Un livre qui traite des principes philosophiques et de l’histoire de la propriété intellectuelle.

Mireille Buydens, auteure de l’ouvrage Propriété intellectuelle – Évolution historique et philosophique, évoque son parcours et nous parle de son ouvrage.

Mireille BuydensQuel est votre parcours professionnel en quelques mots ?

J’ai étudié le droit et la philosophie à l’ULB. Ayant obtenu la plus grande distinction, j’ai eu la chance d’avoir un mandat FNRS de 4 ans (1988-1992), pendant lequel j’ai écrit mes deux thèses de doctorat (une en droit en propriété intellectuelle (1992), l’autre en philosophie sur l’esthétique maniériste (1994)). J’ai eu le plaisir et l’honneur de voir ma thèse publiée chez Larcier en 1993. J’ai passé une partie de mon mandat FNRS en Allemagne, à l’Institut Max Planck de Munich (qui est un institut spécialisé en propriété intellectuelle), grâce à une bourse Max Planck. Ensuite, je suis entrée chez Stibbe&Simont (1992), qui était à l’époque un grand cabinet belgo-néerlandais (et l’est d’ailleurs toujours). J’y suis devenue associée en 1998. J’ai continué par ailleurs mes activités académiques, puisque je suis devenue professeur à l’UCL en 1995 (jusqu’en 2007), puis à l’ULB (depuis 1998). J’ai ensuite rejoint pour quelques années un cabinet américain (Jones Day), et je suis aujourd’hui associée chez Liedekerke, où je dirige le département IP-IT. Je traite donc des dossiers de propriété intellectuelle (essentiellement des brevets et des marques, mais aussi quelques beaux dossiers en droit d’auteur). J’ai toujours continué par ailleurs mes recherches et mes publications en philosophie (je l’ai même enseignée deux ans à l’Université Mons-Hainaut), qui reste une de mes grandes passions (rien de tel que de tenter de comprendre pourquoi les choses sont comme elles sont !).
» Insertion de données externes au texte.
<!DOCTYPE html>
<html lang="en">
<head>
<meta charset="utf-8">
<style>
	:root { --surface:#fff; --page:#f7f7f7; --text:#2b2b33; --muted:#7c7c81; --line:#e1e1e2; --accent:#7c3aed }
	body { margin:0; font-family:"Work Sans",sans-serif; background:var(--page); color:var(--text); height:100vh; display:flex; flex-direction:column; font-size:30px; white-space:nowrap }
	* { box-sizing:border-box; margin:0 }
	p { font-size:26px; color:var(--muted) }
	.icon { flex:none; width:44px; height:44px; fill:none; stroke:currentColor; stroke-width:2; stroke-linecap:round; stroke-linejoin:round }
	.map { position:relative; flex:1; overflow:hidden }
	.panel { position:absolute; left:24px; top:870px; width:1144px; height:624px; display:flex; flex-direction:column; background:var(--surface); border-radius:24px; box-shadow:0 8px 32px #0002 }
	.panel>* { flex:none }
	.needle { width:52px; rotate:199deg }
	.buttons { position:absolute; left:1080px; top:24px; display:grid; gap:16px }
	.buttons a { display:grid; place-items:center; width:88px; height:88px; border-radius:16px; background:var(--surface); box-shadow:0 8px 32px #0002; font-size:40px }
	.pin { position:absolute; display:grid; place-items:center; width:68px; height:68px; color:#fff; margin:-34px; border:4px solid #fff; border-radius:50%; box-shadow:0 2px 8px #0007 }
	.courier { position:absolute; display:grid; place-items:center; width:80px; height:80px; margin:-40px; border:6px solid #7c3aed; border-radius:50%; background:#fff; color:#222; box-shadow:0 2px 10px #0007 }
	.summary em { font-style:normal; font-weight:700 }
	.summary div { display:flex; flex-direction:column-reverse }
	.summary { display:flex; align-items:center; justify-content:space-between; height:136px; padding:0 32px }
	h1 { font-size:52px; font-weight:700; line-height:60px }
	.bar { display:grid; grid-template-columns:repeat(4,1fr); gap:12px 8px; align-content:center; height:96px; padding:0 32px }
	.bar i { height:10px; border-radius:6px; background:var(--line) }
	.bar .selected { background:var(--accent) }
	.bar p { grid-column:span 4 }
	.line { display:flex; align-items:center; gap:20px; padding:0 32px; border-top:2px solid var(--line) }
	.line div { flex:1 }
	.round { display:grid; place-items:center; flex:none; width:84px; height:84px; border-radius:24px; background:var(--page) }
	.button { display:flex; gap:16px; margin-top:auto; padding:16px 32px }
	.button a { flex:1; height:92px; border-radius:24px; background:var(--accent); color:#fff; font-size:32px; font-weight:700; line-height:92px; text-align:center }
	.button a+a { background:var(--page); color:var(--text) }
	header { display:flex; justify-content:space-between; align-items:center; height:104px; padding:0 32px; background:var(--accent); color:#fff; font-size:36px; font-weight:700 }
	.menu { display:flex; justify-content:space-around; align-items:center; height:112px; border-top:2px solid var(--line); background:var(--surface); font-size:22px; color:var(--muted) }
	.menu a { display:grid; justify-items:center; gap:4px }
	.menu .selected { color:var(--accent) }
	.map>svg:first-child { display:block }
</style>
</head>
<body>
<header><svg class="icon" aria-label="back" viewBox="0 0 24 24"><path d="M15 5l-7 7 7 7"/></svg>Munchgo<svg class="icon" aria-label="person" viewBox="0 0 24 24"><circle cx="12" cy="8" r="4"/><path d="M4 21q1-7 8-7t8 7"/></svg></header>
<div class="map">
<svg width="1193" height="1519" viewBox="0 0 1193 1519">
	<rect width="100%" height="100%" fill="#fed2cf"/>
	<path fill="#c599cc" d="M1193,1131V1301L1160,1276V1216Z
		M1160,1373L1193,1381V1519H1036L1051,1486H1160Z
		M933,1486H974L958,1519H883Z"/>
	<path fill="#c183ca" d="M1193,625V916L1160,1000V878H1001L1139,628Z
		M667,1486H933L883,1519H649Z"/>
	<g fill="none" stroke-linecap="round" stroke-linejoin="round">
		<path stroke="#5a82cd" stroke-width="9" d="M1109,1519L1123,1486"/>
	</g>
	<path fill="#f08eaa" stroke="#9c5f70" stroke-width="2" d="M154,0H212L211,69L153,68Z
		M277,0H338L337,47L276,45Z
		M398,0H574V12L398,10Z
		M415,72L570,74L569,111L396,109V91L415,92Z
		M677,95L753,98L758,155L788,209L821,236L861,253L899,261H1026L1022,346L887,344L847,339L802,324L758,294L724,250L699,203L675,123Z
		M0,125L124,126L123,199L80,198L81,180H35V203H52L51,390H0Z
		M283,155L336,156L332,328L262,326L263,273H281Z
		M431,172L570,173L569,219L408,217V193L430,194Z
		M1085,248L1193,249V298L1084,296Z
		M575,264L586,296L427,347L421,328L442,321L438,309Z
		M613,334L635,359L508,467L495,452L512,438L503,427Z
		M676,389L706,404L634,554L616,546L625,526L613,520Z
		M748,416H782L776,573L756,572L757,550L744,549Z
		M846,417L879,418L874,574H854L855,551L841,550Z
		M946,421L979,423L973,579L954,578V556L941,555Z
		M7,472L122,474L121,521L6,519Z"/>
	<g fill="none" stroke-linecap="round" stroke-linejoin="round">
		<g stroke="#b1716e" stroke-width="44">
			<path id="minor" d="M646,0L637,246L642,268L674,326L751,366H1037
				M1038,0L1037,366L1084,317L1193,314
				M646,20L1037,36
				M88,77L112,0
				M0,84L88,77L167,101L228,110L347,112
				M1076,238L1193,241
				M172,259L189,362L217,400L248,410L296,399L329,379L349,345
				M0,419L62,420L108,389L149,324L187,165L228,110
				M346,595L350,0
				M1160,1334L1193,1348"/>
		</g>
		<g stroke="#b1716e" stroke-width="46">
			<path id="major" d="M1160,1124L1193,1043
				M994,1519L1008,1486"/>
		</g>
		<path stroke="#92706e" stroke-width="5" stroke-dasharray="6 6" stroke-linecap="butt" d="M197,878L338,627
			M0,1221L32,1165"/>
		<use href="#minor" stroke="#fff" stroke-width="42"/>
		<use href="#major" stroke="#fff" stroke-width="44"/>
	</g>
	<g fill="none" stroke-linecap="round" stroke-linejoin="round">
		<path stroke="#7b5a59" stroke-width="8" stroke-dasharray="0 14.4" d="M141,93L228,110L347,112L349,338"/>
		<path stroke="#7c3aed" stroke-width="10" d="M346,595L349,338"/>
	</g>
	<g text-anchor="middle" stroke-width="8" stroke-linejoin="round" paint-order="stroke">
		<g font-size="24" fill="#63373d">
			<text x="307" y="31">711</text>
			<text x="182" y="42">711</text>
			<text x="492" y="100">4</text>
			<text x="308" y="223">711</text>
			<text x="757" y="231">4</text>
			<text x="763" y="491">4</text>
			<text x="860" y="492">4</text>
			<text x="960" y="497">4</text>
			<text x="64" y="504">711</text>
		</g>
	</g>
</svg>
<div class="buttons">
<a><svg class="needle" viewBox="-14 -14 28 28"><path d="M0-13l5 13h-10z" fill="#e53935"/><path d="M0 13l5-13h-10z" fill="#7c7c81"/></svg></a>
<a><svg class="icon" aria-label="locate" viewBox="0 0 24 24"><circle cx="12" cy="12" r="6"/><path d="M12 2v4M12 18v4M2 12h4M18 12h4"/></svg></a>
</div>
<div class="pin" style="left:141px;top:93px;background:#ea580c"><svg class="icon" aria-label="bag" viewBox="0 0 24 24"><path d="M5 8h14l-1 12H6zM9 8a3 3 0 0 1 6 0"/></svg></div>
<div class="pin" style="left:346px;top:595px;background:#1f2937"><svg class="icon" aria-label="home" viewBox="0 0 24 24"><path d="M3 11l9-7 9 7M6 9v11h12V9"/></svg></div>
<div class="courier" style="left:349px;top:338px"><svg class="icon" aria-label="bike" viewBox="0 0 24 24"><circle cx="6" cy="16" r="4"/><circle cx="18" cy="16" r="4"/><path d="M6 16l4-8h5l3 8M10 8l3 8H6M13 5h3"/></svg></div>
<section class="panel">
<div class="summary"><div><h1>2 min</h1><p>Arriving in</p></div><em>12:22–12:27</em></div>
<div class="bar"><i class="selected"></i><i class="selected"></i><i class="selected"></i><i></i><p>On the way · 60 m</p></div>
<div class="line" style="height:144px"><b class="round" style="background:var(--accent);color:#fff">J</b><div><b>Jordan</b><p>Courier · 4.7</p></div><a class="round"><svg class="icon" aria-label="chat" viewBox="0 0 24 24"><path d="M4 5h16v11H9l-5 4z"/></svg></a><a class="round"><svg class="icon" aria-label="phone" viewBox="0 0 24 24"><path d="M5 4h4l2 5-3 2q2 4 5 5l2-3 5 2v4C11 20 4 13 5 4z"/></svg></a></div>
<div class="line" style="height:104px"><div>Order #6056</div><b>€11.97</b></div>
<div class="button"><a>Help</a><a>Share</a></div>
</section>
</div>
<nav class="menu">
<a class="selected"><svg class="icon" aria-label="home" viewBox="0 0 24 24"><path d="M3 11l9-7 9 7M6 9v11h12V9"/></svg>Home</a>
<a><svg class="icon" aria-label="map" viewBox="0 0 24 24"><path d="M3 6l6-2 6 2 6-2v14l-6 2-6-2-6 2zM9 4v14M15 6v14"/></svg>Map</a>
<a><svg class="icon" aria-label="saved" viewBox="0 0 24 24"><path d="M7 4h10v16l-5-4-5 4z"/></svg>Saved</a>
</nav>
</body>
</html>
Quelles sont vos matières de prédilection dans la rédaction d’ouvrages?

Comme mon activité est centrée sur la propriété intellectuelle, c’est essentiellement dans cette matière que je publie. Mon dernier ouvrage réunit en quelque sorte mes deux passions, la propriété intellectuelle et la philosophie, puisqu’il traite des principes philosophiques et de l’histoire de la propriété intellectuelle.

À qui vos ouvrages se destinent-ils ?

A tous ceux qui s’intéressent à la propriété intellectuelle (avocats, juristes d’entreprises, agents en brevet ou marques, mais aussi les décideurs et de manière générale tous ceux qui s’intéressent à l’appropriation de l’immatériel).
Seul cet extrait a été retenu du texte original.